[What you will do]
Your output should contain every record, unchanged.

[Records provided]
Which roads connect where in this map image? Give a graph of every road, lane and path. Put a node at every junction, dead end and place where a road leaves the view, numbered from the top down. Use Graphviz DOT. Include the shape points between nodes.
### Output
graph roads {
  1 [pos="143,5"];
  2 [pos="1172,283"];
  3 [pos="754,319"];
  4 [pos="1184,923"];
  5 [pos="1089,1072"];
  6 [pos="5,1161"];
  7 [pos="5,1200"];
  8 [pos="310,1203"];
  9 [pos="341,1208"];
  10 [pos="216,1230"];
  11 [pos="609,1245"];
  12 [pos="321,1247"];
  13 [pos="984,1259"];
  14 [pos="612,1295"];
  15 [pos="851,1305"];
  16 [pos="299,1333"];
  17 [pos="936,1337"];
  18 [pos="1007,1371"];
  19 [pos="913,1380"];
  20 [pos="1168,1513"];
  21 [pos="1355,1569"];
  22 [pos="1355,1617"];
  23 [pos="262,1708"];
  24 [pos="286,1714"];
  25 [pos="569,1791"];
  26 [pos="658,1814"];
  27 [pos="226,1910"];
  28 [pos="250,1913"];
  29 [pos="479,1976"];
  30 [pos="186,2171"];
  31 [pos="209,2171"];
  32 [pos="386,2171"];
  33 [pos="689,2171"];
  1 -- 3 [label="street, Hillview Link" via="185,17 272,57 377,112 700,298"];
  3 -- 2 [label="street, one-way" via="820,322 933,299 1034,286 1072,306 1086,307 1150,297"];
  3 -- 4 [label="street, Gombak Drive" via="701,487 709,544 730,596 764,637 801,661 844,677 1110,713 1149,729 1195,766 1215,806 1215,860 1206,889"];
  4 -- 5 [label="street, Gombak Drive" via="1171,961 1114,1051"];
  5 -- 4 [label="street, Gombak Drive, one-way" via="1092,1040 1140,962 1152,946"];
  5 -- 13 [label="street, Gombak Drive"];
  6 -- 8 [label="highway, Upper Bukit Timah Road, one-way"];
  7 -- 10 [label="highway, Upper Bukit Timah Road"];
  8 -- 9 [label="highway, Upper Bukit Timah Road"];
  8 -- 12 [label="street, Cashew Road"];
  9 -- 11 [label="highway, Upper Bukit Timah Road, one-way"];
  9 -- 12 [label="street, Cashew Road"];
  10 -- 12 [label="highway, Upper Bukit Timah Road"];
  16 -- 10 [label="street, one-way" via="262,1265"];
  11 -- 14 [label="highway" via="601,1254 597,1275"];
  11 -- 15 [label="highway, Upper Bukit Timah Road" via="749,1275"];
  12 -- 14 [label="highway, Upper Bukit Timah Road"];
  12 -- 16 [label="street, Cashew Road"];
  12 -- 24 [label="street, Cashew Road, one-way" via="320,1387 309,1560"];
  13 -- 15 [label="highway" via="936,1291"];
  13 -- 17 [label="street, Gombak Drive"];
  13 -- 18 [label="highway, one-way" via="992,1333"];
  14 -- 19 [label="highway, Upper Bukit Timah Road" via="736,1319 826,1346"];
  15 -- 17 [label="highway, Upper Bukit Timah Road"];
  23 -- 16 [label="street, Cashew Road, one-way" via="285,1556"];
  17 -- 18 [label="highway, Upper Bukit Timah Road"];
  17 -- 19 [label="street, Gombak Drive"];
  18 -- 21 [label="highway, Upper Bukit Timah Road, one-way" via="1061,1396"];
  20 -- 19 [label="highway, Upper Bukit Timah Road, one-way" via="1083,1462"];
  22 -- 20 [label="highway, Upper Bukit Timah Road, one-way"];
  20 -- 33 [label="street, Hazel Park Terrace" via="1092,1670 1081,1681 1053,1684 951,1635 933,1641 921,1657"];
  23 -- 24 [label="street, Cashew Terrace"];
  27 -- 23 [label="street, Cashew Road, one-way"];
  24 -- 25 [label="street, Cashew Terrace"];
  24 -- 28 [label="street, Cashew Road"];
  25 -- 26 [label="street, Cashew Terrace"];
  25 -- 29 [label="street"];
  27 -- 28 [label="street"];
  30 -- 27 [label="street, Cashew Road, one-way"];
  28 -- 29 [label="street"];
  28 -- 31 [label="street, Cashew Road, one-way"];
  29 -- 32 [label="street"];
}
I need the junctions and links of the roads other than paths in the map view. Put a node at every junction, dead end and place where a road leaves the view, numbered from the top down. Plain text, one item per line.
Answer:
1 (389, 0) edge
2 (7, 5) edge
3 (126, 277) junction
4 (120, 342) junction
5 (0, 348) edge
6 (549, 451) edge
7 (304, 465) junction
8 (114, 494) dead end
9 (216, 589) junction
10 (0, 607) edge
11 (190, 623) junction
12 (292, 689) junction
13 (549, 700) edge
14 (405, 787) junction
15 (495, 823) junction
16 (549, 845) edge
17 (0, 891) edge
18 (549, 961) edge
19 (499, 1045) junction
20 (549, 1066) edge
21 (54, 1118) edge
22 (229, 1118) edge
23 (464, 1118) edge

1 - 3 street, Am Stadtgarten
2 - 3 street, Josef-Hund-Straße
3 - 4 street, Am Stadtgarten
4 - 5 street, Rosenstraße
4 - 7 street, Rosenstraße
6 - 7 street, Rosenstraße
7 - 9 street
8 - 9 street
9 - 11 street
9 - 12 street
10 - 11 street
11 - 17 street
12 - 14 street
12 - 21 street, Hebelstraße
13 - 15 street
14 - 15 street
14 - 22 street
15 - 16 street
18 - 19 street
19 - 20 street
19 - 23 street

[Exercise answer]
Which roads connect where in this map image? Give a graph of every road, lane and path. Put a node at every junction, dead end and place where a road leaves the view, numbered from the top down. Use Graphviz DOT. Include the shape points between nodes.
### Output
graph roads {
  1 [pos="143,5"];
  2 [pos="1172,283"];
  3 [pos="754,319"];
  4 [pos="1184,923"];
  5 [pos="1089,1072"];
  6 [pos="5,1161"];
  7 [pos="5,1200"];
  8 [pos="310,1203"];
  9 [pos="341,1208"];
  10 [pos="216,1230"];
  11 [pos="609,1245"];
  12 [pos="321,1247"];
  13 [pos="984,1259"];
  14 [pos="612,1295"];
  15 [pos="851,1305"];
  16 [pos="299,1333"];
  17 [pos="936,1337"];
  18 [pos="1007,1371"];
  19 [pos="913,1380"];
  20 [pos="1168,1513"];
  21 [pos="1355,1569"];
  22 [pos="1355,1617"];
  23 [pos="262,1708"];
  24 [pos="286,1714"];
  25 [pos="569,1791"];
  26 [pos="658,1814"];
  27 [pos="226,1910"];
  28 [pos="250,1913"];
  29 [pos="479,1976"];
  30 [pos="186,2171"];
  31 [pos="209,2171"];
  32 [pos="386,2171"];
  33 [pos="689,2171"];
  1 -- 3 [label="street, Hillview Link" via="185,17 272,57 377,112 700,298"];
  3 -- 2 [label="street, one-way" via="820,322 933,299 1034,286 1072,306 1086,307 1150,297"];
  3 -- 4 [label="street, Gombak Drive" via="701,487 709,544 730,596 764,637 801,661 844,677 1110,713 1149,729 1195,766 1215,806 1215,860 1206,889"];
  4 -- 5 [label="street, Gombak Drive" via="1171,961 1114,1051"];
  5 -- 4 [label="street, Gombak Drive, one-way" via="1092,1040 1140,962 1152,946"];
  5 -- 13 [label="street, Gombak Drive"];
  6 -- 8 [label="highway, Upper Bukit Timah Road, one-way"];
  7 -- 10 [label="highway, Upper Bukit Timah Road"];
  8 -- 9 [label="highway, Upper Bukit Timah Road"];
  8 -- 12 [label="street, Cashew Road"];
  9 -- 11 [label="highway, Upper Bukit Timah Road, one-way"];
  9 -- 12 [label="street, Cashew Road"];
  10 -- 12 [label="highway, Upper Bukit Timah Road"];
  16 -- 10 [label="street, one-way" via="262,1265"];
  11 -- 14 [label="highway" via="601,1254 597,1275"];
  11 -- 15 [label="highway, Upper Bukit Timah Road" via="749,1275"];
  12 -- 14 [label="highway, Upper Bukit Timah Road"];
  12 -- 16 [label="street, Cashew Road"];
  12 -- 24 [label="street, Cashew Road, one-way" via="320,1387 309,1560"];
  13 -- 15 [label="highway" via="936,1291"];
  13 -- 17 [label="street, Gombak Drive"];
  13 -- 18 [label="highway, one-way" via="992,1333"];
  14 -- 19 [label="highway, Upper Bukit Timah Road" via="736,1319 826,1346"];
  15 -- 17 [label="highway, Upper Bukit Timah Road"];
  23 -- 16 [label="street, Cashew Road, one-way" via="285,1556"];
  17 -- 18 [label="highway, Upper Bukit Timah Road"];
  17 -- 19 [label="street, Gombak Drive"];
  18 -- 21 [label="highway, Upper Bukit Timah Road, one-way" via="1061,1396"];
  20 -- 19 [label="highway, Upper Bukit Timah Road, one-way" via="1083,1462"];
  22 -- 20 [label="highway, Upper Bukit Timah Road, one-way"];
  20 -- 33 [label="street, Hazel Park Terrace" via="1092,1670 1081,1681 1053,1684 951,1635 933,1641 921,1657"];
  23 -- 24 [label="street, Cashew Terrace"];
  27 -- 23 [label="street, Cashew Road, one-way"];
  24 -- 25 [label="street, Cashew Terrace"];
  24 -- 28 [label="street, Cashew Road"];
  25 -- 26 [label="street, Cashew Terrace"];
  25 -- 29 [label="street"];
  27 -- 28 [label="street"];
  30 -- 27 [label="street, Cashew Road, one-way"];
  28 -- 29 [label="street"];
  28 -- 31 [label="street, Cashew Road, one-way"];
  29 -- 32 [label="street"];
}
I need the junctions and links of the roads other than paths in the map view. Put a node at every junction, dead end and place where a road leaves the view, numbered from the top down. Plain text, one item per line.
Answer:
1 (389, 0) edge
2 (7, 5) edge
3 (126, 277) junction
4 (120, 342) junction
5 (0, 348) edge
6 (549, 451) edge
7 (304, 465) junction
8 (114, 494) dead end
9 (216, 589) junction
10 (0, 607) edge
11 (190, 623) junction
12 (292, 689) junction
13 (549, 700) edge
14 (405, 787) junction
15 (495, 823) junction
16 (549, 845) edge
17 (0, 891) edge
18 (549, 961) edge
19 (499, 1045) junction
20 (549, 1066) edge
21 (54, 1118) edge
22 (229, 1118) edge
23 (464, 1118) edge

1 - 3 street, Am Stadtgarten
2 - 3 street, Josef-Hund-Straße
3 - 4 street, Am Stadtgarten
4 - 5 street, Rosenstraße
4 - 7 street, Rosenstraße
6 - 7 street, Rosenstraße
7 - 9 street
8 - 9 street
9 - 11 street
9 - 12 street
10 - 11 street
11 - 17 street
12 - 14 street
12 - 21 street, Hebelstraße
13 - 15 street
14 - 15 street
14 - 22 street
15 - 16 street
18 - 19 street
19 - 20 street
19 - 23 street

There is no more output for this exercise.